Kopf
Der Oberste Gerichtshof hat am 10.September 1987 durch den Vizepräsidenten des Obersten Gerichtshofs Dr. Harbich als Vorsitzenden und durch die Hofräte des Obersten Gerichtshofes Dr. Müller, Dr. Felzmann, Dr. Brustbauer und Dr. Kuch als weitete Richter in Gegenwart des Richteramtsanwärters Dr. Bachinger als Schriftführerin in der Strafsache gegen Wilhelm A*** wegen des Vergehens des schweren Diebstahls nach §§ 127 Abs 1, 128 Abs 1 Z. 4 StGB. über die Nichtigkeitsbeschwerde und die Berufung des Angeklagten gegen das Urteil des Landesgerichts für Strafsachen Graz als Jugendschöffengerichts vom 1.Juni 1987, GZ. 4 Vr 970/87-12, nach Anhörung der Generalprokuratur in nichtöffentlicher Sitzung den
Beschluß
gefaßt:
Spruch
Die Nichtigkeitsbeschwerde wird zurückgewiesen.

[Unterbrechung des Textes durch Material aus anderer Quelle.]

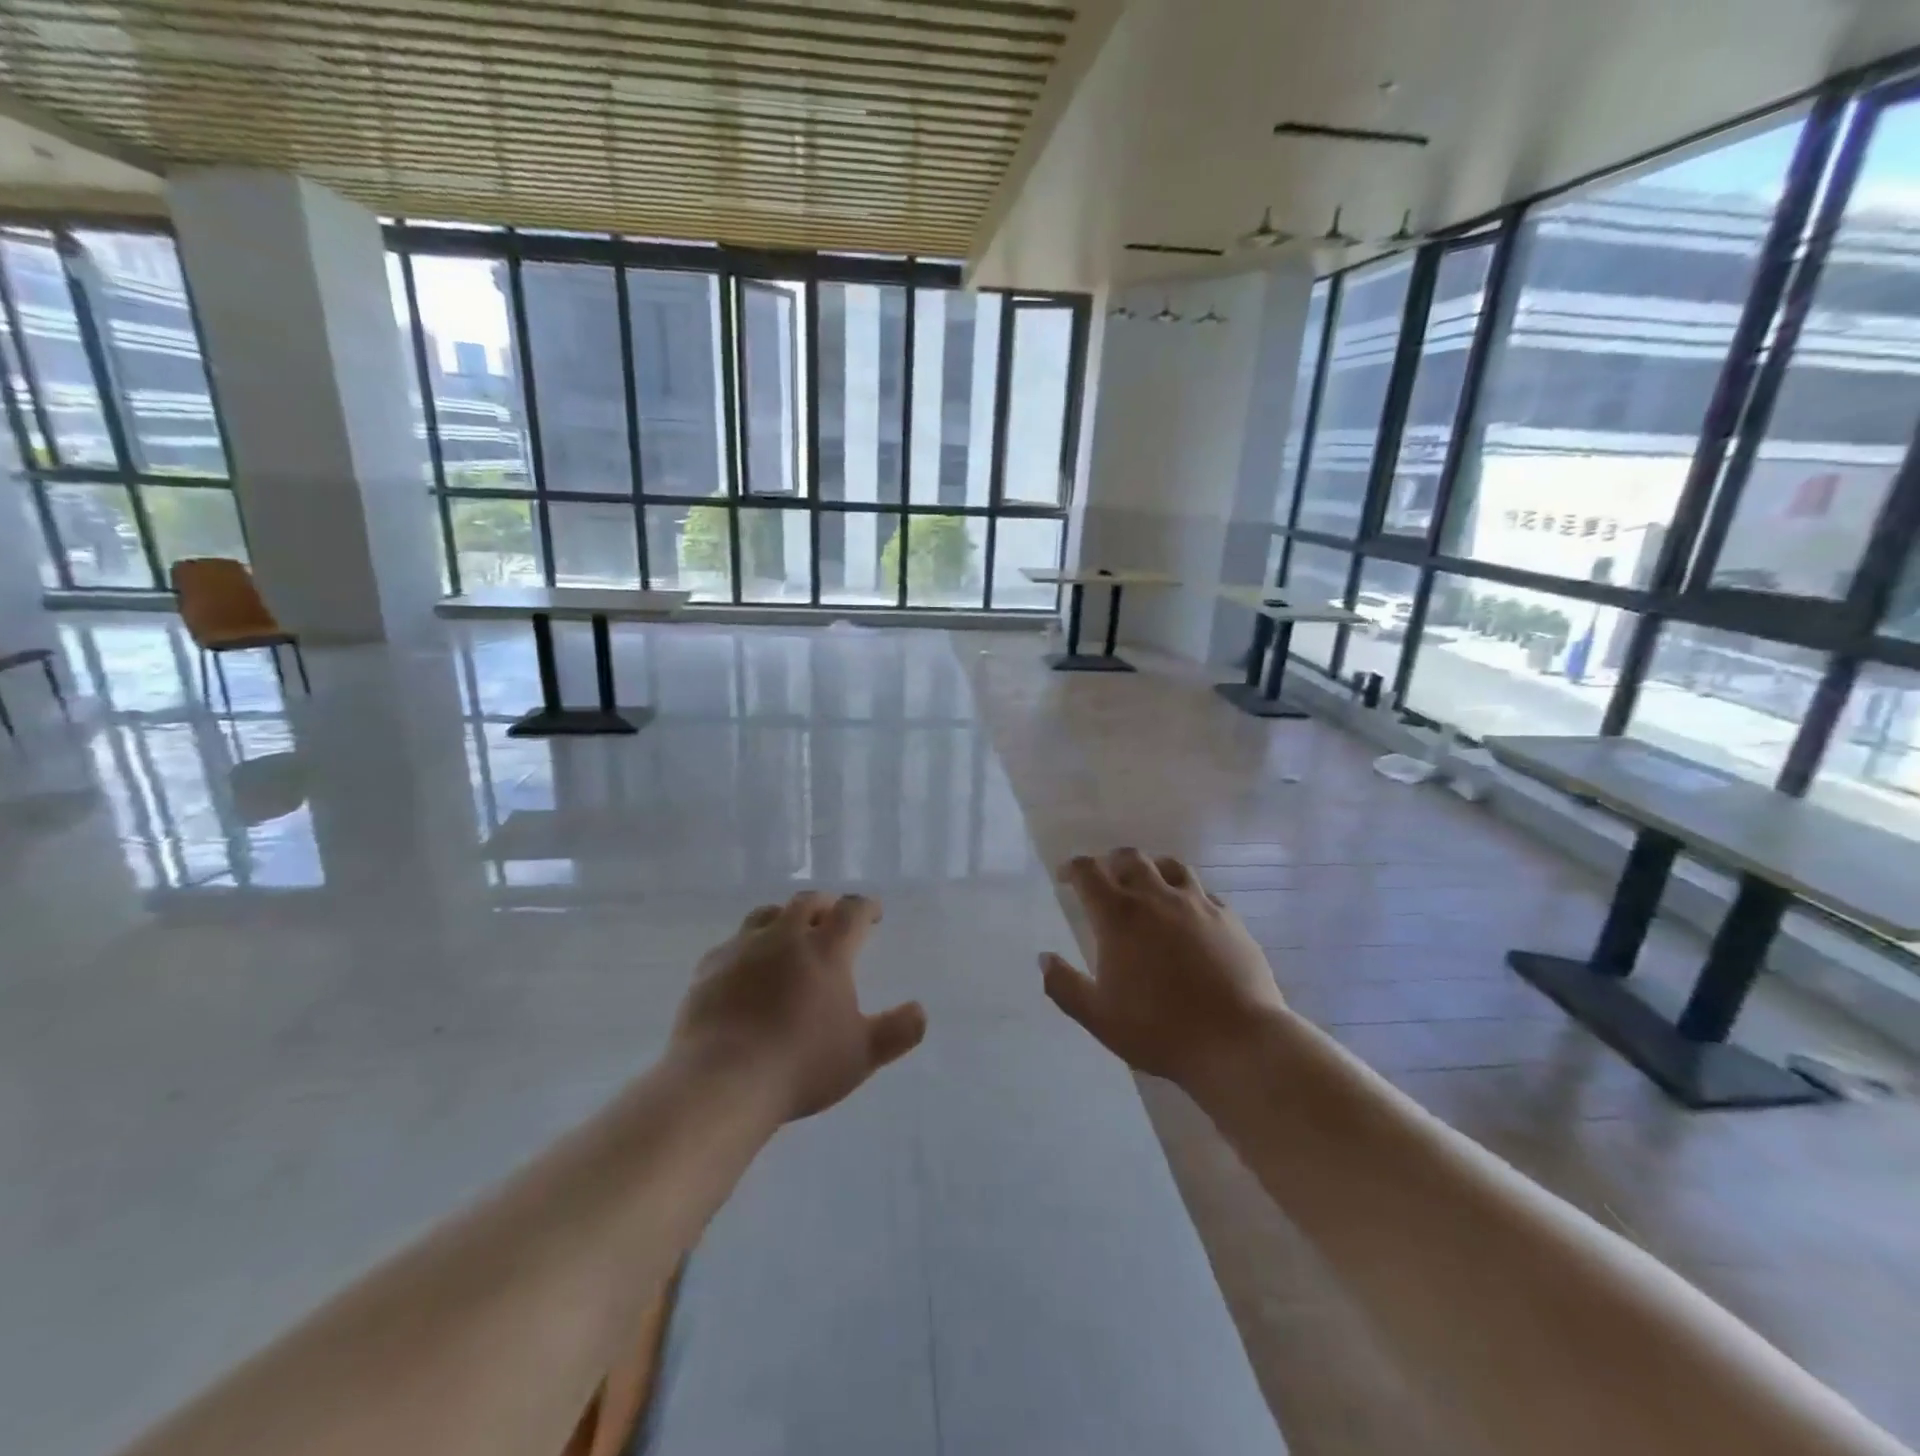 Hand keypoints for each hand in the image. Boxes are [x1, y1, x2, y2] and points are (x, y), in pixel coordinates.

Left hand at [672, 891, 926, 1120]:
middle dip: (825, 905)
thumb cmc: (801, 1065)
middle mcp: (785, 936)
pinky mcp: (710, 968)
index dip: (866, 907)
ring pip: (767, 915)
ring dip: (784, 917)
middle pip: (807, 902)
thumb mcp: (862, 1055)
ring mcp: (743, 948)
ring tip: (789, 934)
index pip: (852, 911)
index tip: (873, 913)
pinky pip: (732, 944)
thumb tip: (920, 1011)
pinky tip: (746, 968)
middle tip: (832, 917)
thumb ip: (897, 1031)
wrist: (723, 1081)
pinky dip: (748, 947)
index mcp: (826, 949)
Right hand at [1043, 849, 1284, 1089]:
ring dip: (1151, 868)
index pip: (1088, 872)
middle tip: (1104, 877)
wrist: (1237, 1042)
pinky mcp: (1229, 919)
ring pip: (1170, 866)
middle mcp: (1157, 898)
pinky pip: (1203, 892)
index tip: (1065, 877)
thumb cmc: (1159, 1030)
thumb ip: (1064, 985)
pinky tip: (1188, 914)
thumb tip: (1044, 958)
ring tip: (1147, 884)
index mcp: (1119, 916)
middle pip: (1130, 858)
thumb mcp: (1098, 1016)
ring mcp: (1198, 904)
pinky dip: (1186, 894)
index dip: (1072, 868)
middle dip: (1111, 861) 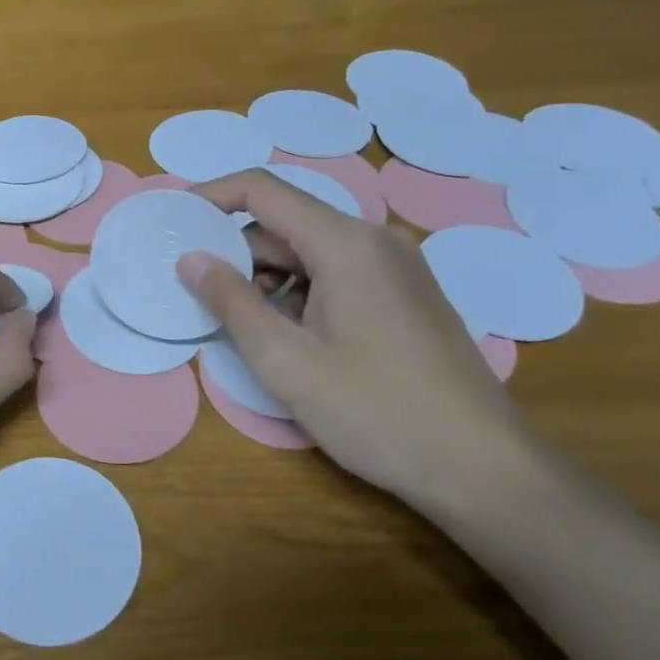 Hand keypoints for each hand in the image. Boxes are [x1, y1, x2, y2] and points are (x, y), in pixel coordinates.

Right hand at [176, 170, 529, 511]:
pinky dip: (301, 292)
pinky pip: (338, 273)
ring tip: (246, 328)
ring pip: (310, 252)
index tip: (175, 223)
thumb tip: (191, 260)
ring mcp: (397, 267)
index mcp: (346, 243)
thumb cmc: (378, 413)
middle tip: (200, 294)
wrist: (484, 470)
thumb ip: (231, 303)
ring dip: (268, 278)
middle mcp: (375, 240)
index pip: (263, 190)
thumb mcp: (287, 363)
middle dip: (237, 252)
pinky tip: (292, 339)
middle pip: (286, 223)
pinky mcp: (406, 294)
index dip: (212, 197) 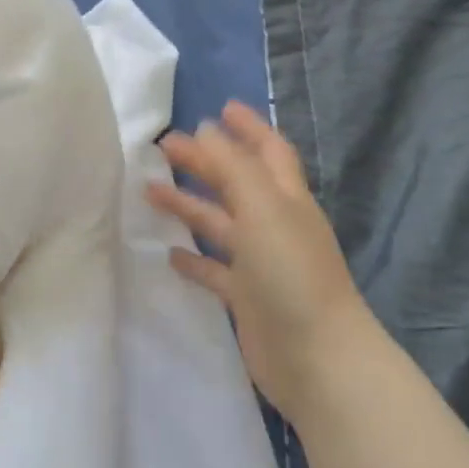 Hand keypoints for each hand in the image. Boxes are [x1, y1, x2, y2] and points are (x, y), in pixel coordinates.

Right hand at [147, 101, 371, 422]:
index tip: (221, 107)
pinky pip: (214, 269)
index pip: (268, 150)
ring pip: (219, 222)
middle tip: (165, 145)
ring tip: (149, 190)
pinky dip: (193, 259)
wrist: (319, 360)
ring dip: (188, 205)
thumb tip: (206, 129)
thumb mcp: (263, 206)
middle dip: (204, 161)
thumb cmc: (291, 271)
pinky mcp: (246, 298)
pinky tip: (168, 253)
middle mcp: (274, 224)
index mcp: (285, 197)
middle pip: (235, 182)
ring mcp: (260, 262)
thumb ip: (232, 166)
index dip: (249, 127) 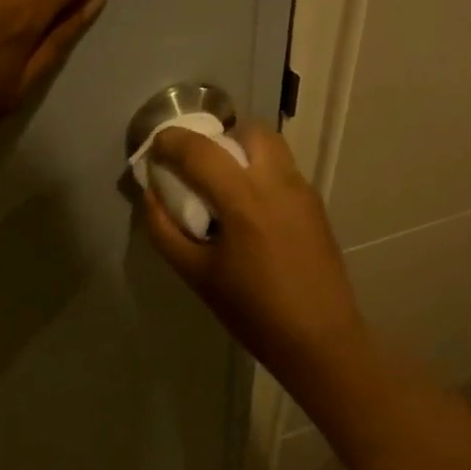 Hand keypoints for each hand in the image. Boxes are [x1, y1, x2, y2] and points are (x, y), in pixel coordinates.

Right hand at [140, 121, 369, 389]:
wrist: (319, 339)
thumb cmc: (252, 311)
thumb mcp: (196, 275)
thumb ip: (165, 230)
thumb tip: (151, 194)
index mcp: (244, 199)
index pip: (199, 149)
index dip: (170, 142)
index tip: (154, 150)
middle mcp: (278, 182)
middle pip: (248, 131)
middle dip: (217, 139)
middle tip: (197, 169)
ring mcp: (303, 192)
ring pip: (271, 148)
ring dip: (242, 154)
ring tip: (224, 192)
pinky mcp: (316, 207)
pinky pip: (284, 172)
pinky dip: (260, 175)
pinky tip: (250, 216) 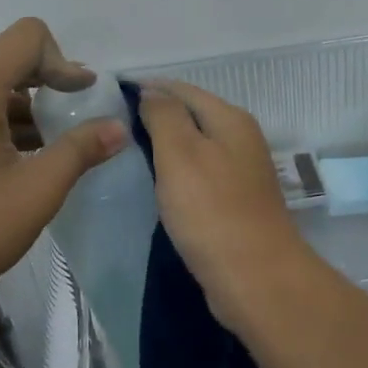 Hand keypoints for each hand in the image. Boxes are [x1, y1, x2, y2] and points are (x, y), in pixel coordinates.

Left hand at [0, 18, 128, 306]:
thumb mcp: (37, 189)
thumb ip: (81, 151)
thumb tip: (118, 128)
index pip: (26, 38)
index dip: (62, 60)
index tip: (82, 97)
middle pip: (4, 61)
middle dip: (46, 83)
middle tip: (75, 118)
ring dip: (22, 108)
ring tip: (50, 148)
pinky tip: (15, 164)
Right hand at [134, 79, 316, 333]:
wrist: (256, 278)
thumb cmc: (212, 211)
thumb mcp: (180, 153)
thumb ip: (164, 117)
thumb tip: (152, 92)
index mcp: (231, 120)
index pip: (183, 90)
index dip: (148, 89)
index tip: (111, 96)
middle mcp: (241, 140)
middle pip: (193, 117)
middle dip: (157, 116)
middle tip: (113, 126)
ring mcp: (241, 175)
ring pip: (196, 148)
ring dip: (166, 147)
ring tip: (128, 153)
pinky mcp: (235, 205)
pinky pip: (199, 177)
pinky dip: (177, 175)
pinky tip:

Über die Berufung wird in einem Gerichtstag zur öffentlichen Verhandlung entschieden werden.
Text
Gründe:
Der am 8.August 1972 geborene Schüler Wilhelm A*** wurde des Vergehens des schweren Diebstahls nach §§ 127 Abs 1, 128 Abs 1 Z. 4 StGB. schuldig erkannt. Darnach hat er von Mitte August 1986 (die Tat zu D 5 fällt in das Jahr 1986) bis einschließlich 13. Jänner 1987 in Gasen, Weiz und Birkfeld in 38 Angriffen in Kaufhäusern Sachen in einem Gesamtwert von ca. 40.000 S (S. 185) gestohlen.
Rechtliche Beurteilung
Gegen diesen Schuldspruch richtet sich die auf § 281 Abs 1 Z. 4 StPO. gestützte Nichtigkeitsbeschwerde des Angeklagten. Er erblickt eine Verkürzung seiner Verteidigungsrechte in der Abweisung des in der Hauptverhandlung gestellten Beweisantrags auf Einholung eines psychiatrischen Gutachtens über seine Diskretions- und Dispositionsfähigkeit, zumal er mit den gegenständlichen Diebstählen kurz nach Vollendung des 14.Lebensjahrs begonnen habe und angesichts der Tatsache, daß ihm eine Unmenge von Diebstählen zur Last fällt, "ein gewisser Anhaltspunkt vorläge, daß er zu diesen Diebstählen in pathologischer Weise veranlaßt worden sein könnte" (S. 176, 177). Zur Begründung seines abweislichen Zwischenerkenntnisses führte der Schöffensenat aus, daß auf Grund der Aktenlage und des persönlichen Eindrucks des Angeklagten in Verbindung mit seiner eigenen Verantwortung vor Gericht kein Anhaltspunkt für die Notwendigkeit der Einholung eines fachärztlichen Gutachtens im beantragten Sinn entstanden sei (S. 177). In den Urteilsgründen wird noch ergänzend beigefügt, daß auf Grund der Jugenderhebungen durch die Bezirkshauptmannschaft Weiz (ON 9) festgestellt werden konnte, daß es sich beim Angeklagten um einen Burschen mit normaler Schuldbildung handelt, der auch seinem Alter entsprechend körperlich und geistig entwickelt ist. Im Gespräch mit der Sozialarbeiterin zeigte er sich sehr offen und zugänglich und erzählte auch von dem seinerzeitigen schwierigen Zusammenleben mit seinem (am 27. September 1985 verstorbenen) Vater und den gemeinsamen Einkäufen mit diesem, wobei er bemerken konnte, daß dieser öfter Sachen mitnahm, ohne sie bezahlt zu haben. Seiner Mutter macht er keine nennenswerten Schwierigkeiten. Der Schöffensenat war der Auffassung, daß der Angeklagte die Diebstähle deshalb begangen hat, weil er das schlechte Beispiel seines Vaters vor Augen hatte und teilweise durch seine Freunde zu diesen veranlaßt wurde, "obwohl er durchaus wußte, daß ein Diebstahl, als solcher betrachtet, strafbar ist" (S. 188, 189).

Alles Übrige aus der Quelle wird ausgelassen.